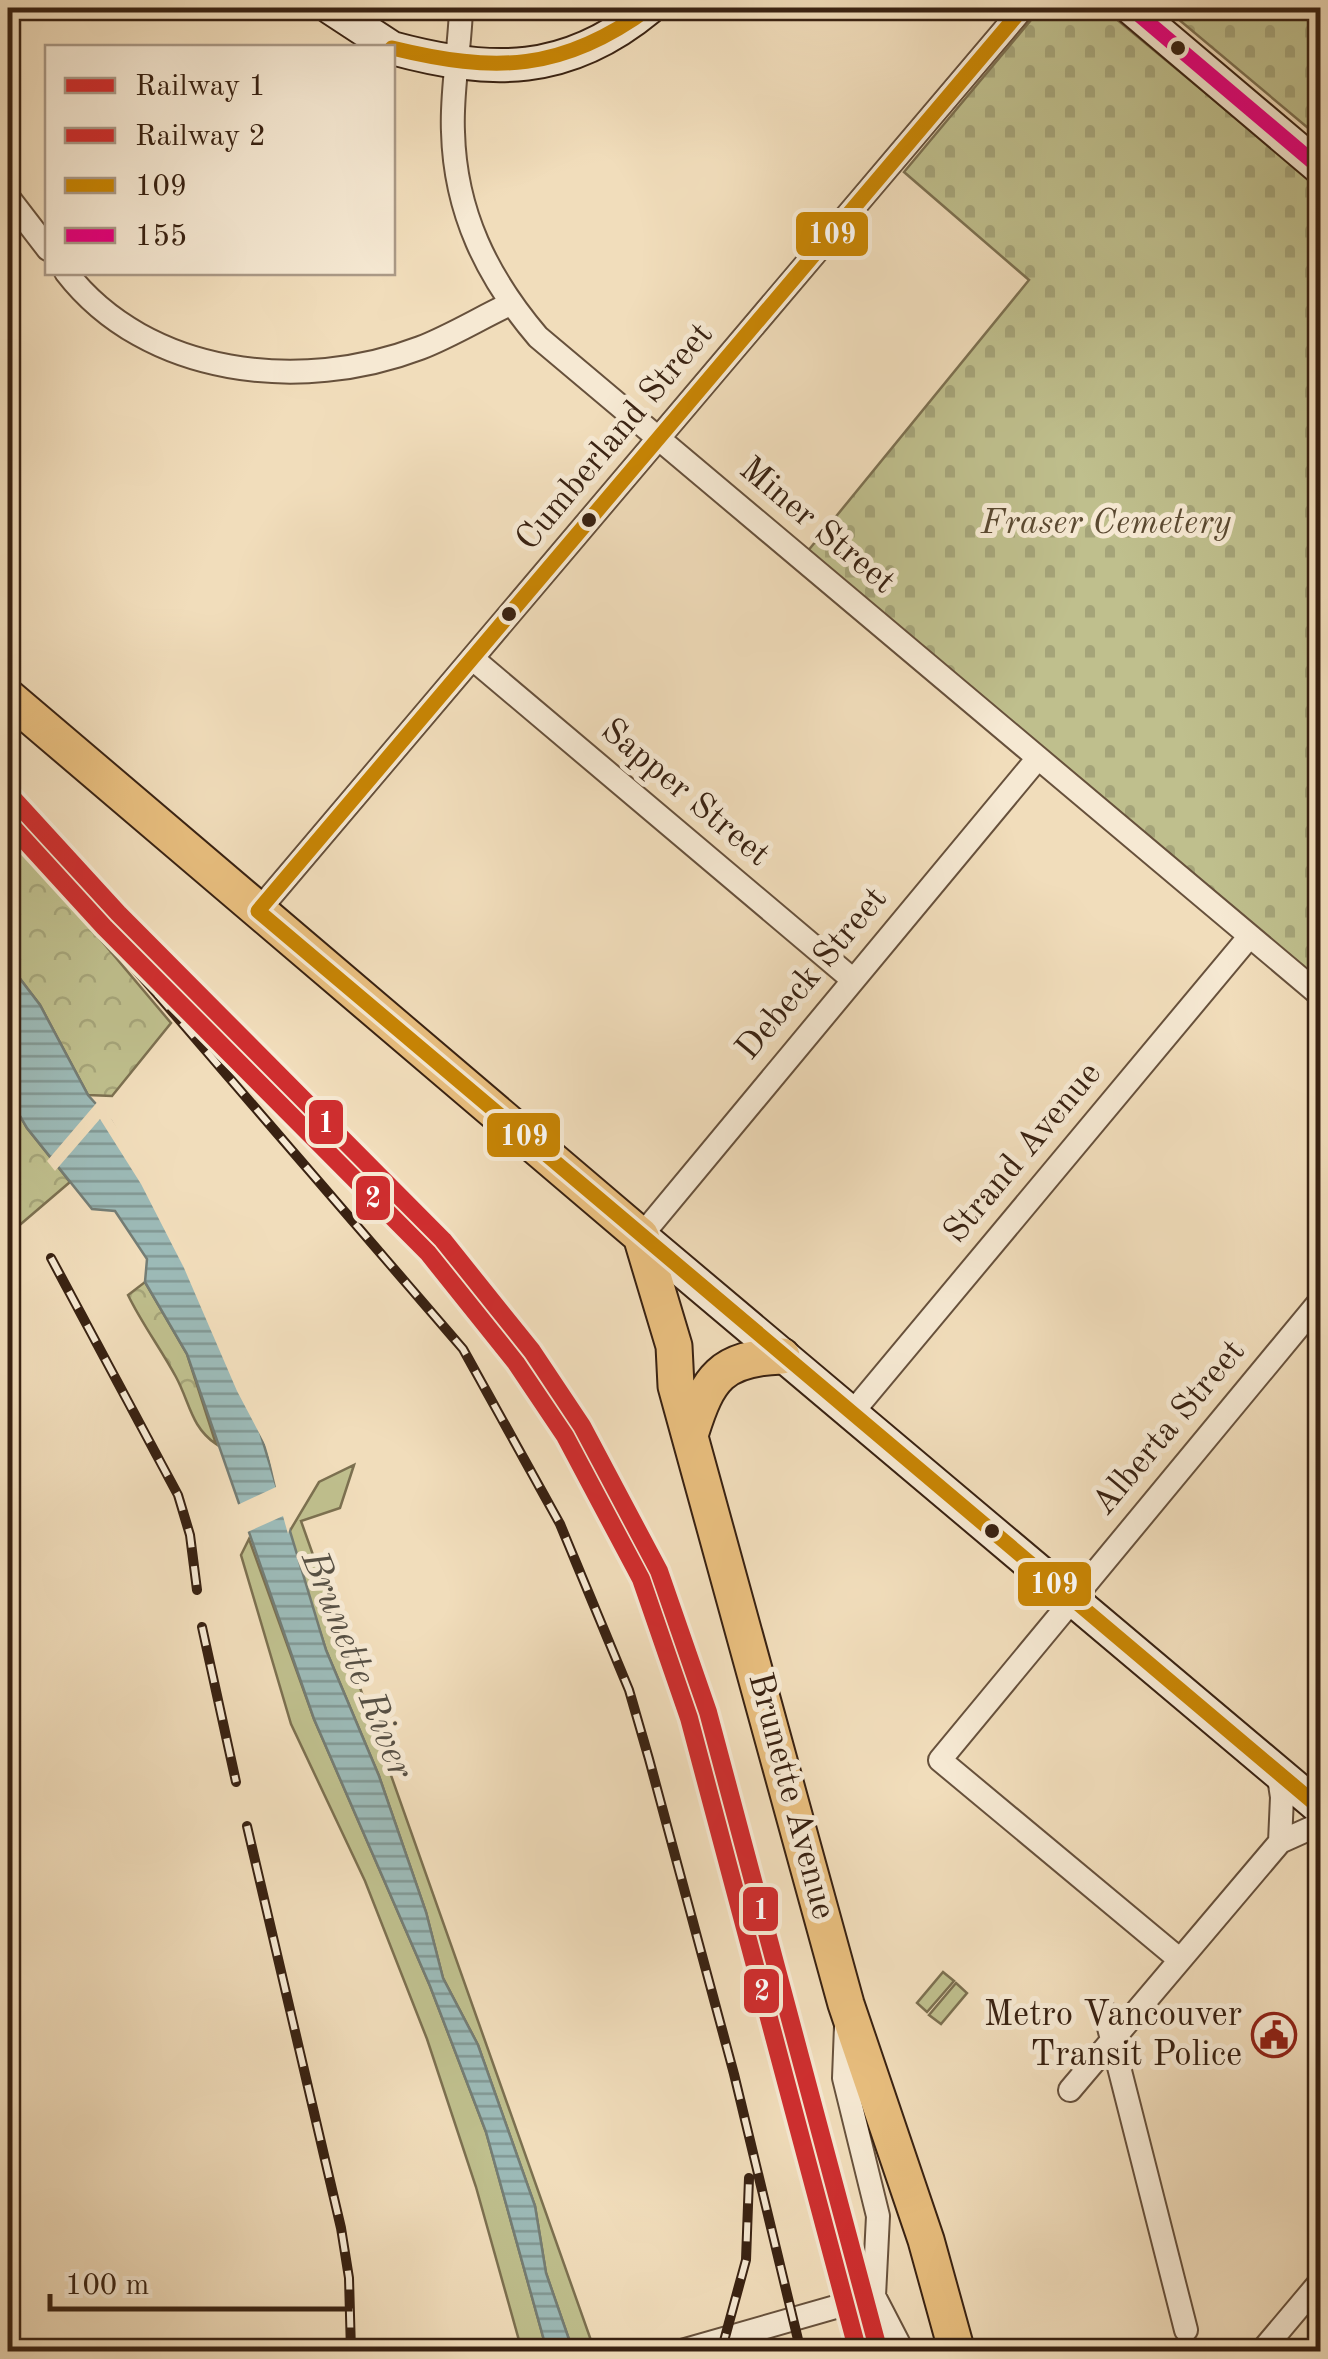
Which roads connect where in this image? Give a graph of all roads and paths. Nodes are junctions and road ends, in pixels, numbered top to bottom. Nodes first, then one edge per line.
1 (331, 8) edge
2 (461, 8) edge
3 (649, 8) edge
4 (1023, 8) edge
5 (1132, 8) edge
6 (387, 45) edge
7 (395, 49) edge
8 (457, 64) junction
9 (1320, 168) edge
10 (8, 197) edge
11 (45, 245) edge
12 (68, 275) edge
13 (510, 304) junction
14 (660, 440) junction
15 (473, 658) junction
16 (8, 697) edge
17 (1038, 758) junction
18 (258, 911) junction
19 (1249, 937) junction
20 (852, 980) junction
21 (1320, 995) edge
22 (599, 1200) junction
23 (641, 1236) junction
24 (1320, 1302) edge
25 (782, 1356) junction
26 (676, 1386) junction
27 (850, 1414) junction
28 (691, 1432) junction
29 (1071, 1599) junction
30 (1278, 1771) junction
31 (1319, 1807) edge
32 (1280, 1842) junction
33 (1179, 1959) junction
34 (846, 2004) junction
35 (1106, 2012) dead end
36 (1112, 2039) junction
37 (1070, 2090) dead end
38 (1320, 2282) edge
39 (874, 2296) junction
40 (1186, 2330) dead end
41 (678, 2352) edge
42 (903, 2352) edge
43 (958, 2352) edge
44 (1261, 2352) edge

1 - 6 street
2 - 8 street, Miner Street
3 - 8 street
4 - 14 street, Cumberland Street
5 - 9 street
7 - 8 street
8 - 13 street, Miner Street
10 - 11 street
12 - 13 street
13 - 14 street, Miner Street
14 - 15 street, Cumberland Street
14 - 17 street, Miner Street
15 - 18 street, Cumberland Street
15 - 20 street, Sapper Street
16 - 18 main road
17 - 19 street, Miner Street
17 - 20 street, Debeck Street
18 - 22 main road
19 - 21 street, Miner Street
19 - 27 street, Strand Avenue
20 - 23 street, Debeck Street
22 - 23 main road
22 - 26 main road
23 - 25 street
23 - 26 main road, Brunette Avenue
24 - 29 street, Alberta Street
25 - 27 street
25 - 28 main road
26 - 28 main road, Brunette Avenue
27 - 29 street
28 - 34 main road, Brunette Avenue
29 - 30 street
29 - 33 street, Alberta Street
30 - 31 street
30 - 32 street
31 - 32 street
32 - 33 street
33 - 36 street
34 - 39 street
34 - 43 main road, Brunette Avenue
35 - 36 street
36 - 37 street
36 - 40 street
38 - 44 street
39 - 41 street
39 - 42 street

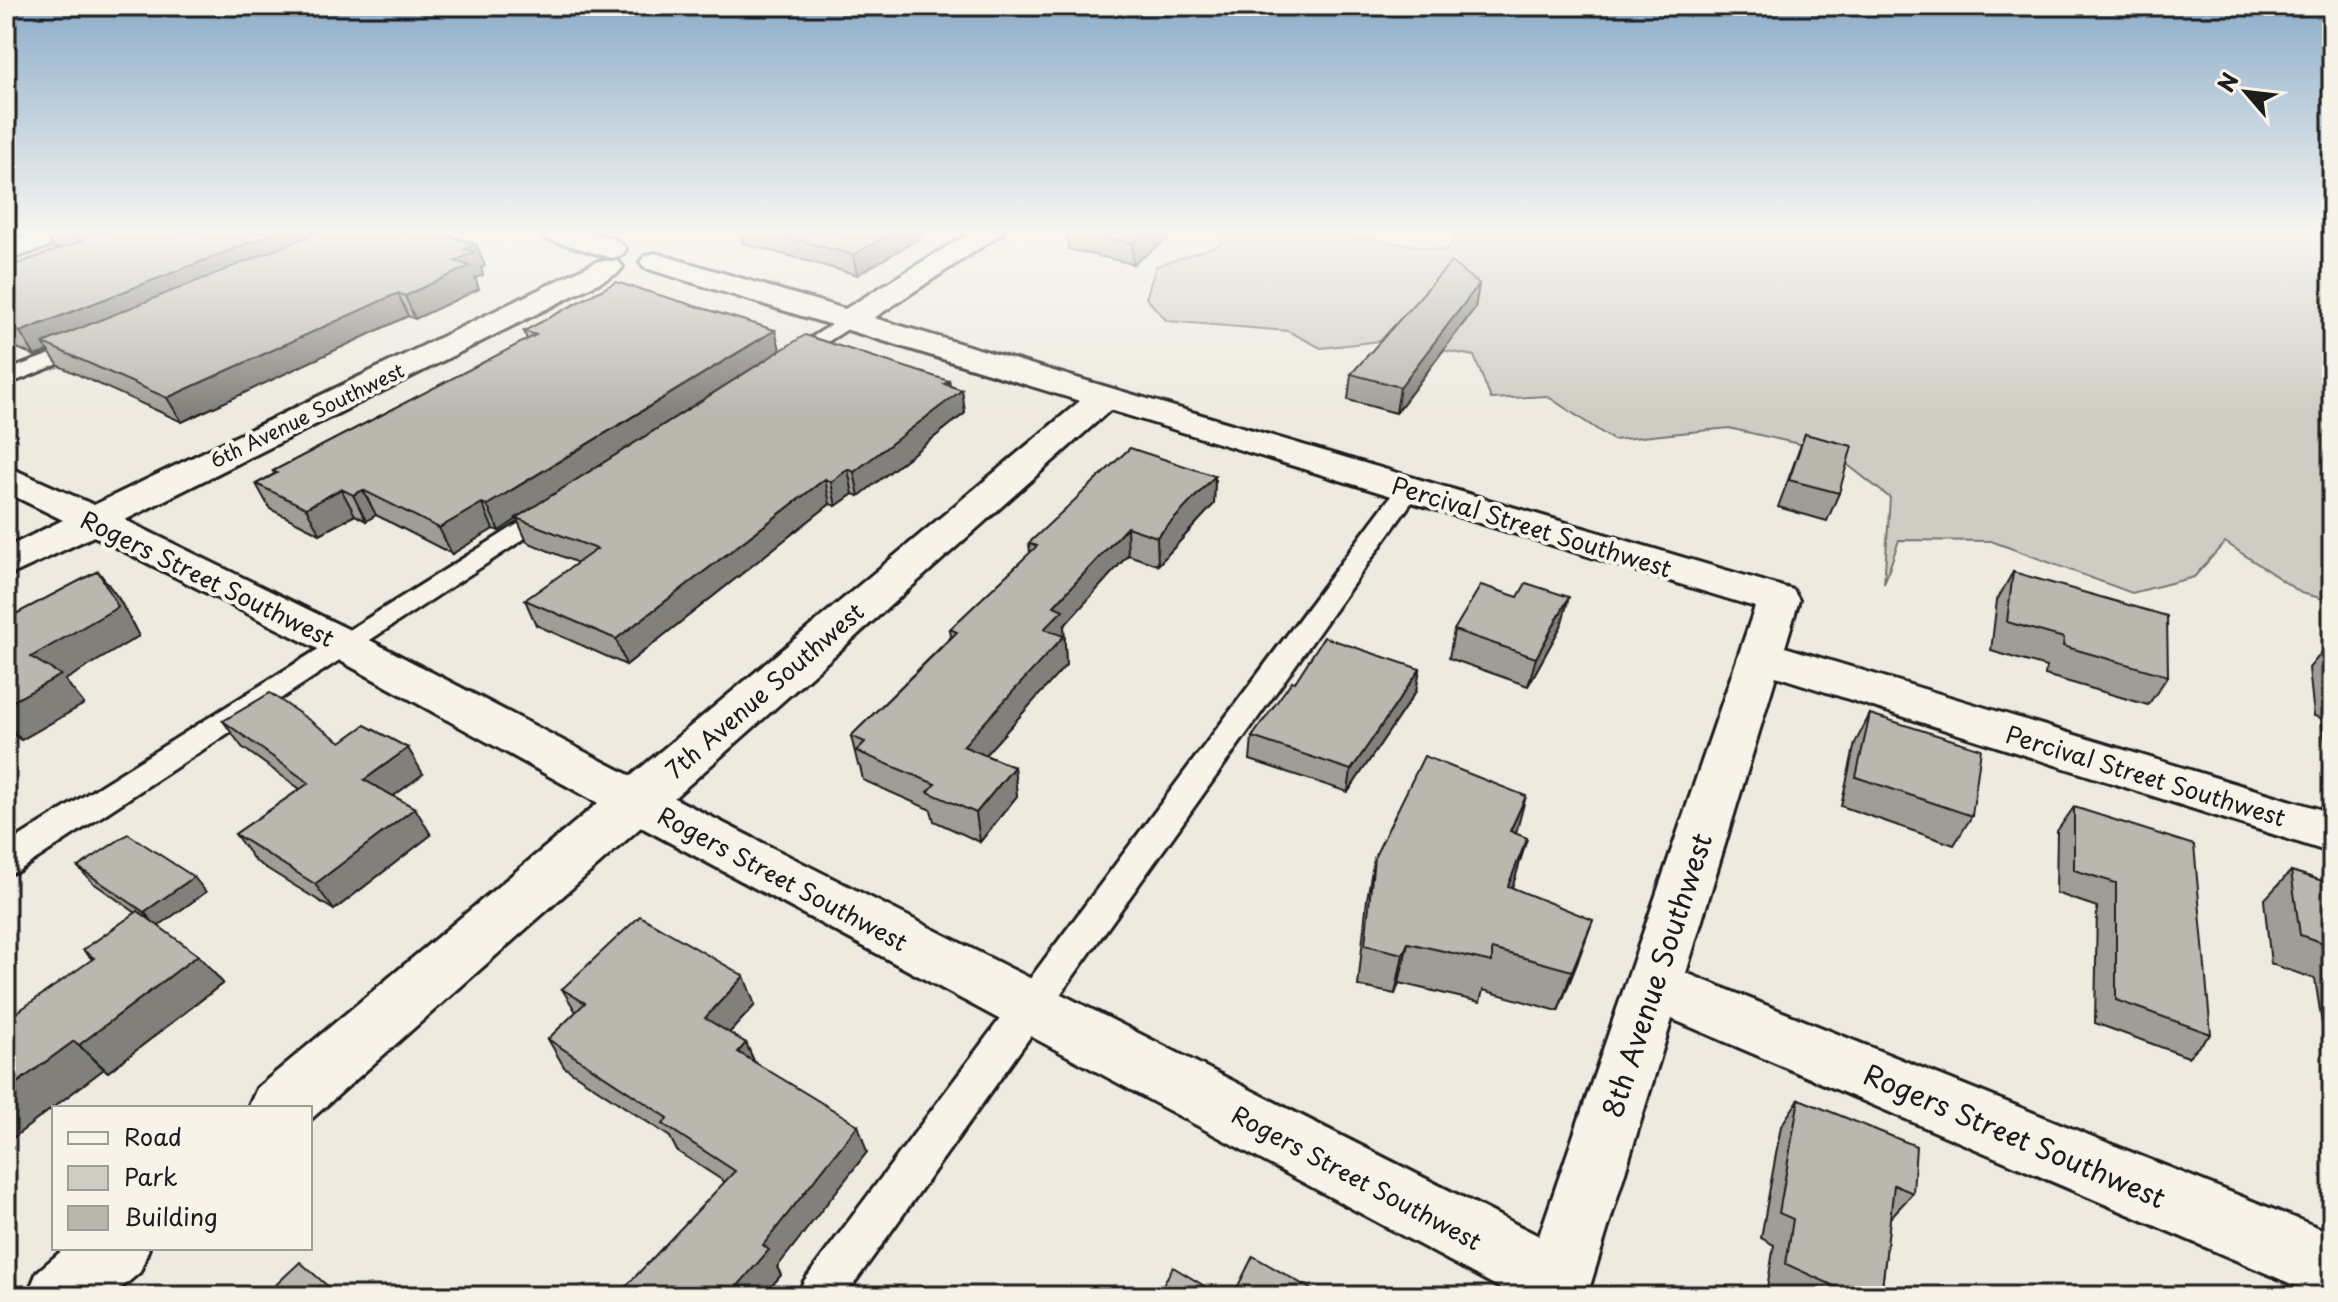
· · · · ·
- _REQUIRED ACTION_:
Take from the listing above each line containing "Alberta".

- _REPLY TO THE EXERCISE_:
24 - 29 street, Alberta Street
29 - 33 street, Alberta Street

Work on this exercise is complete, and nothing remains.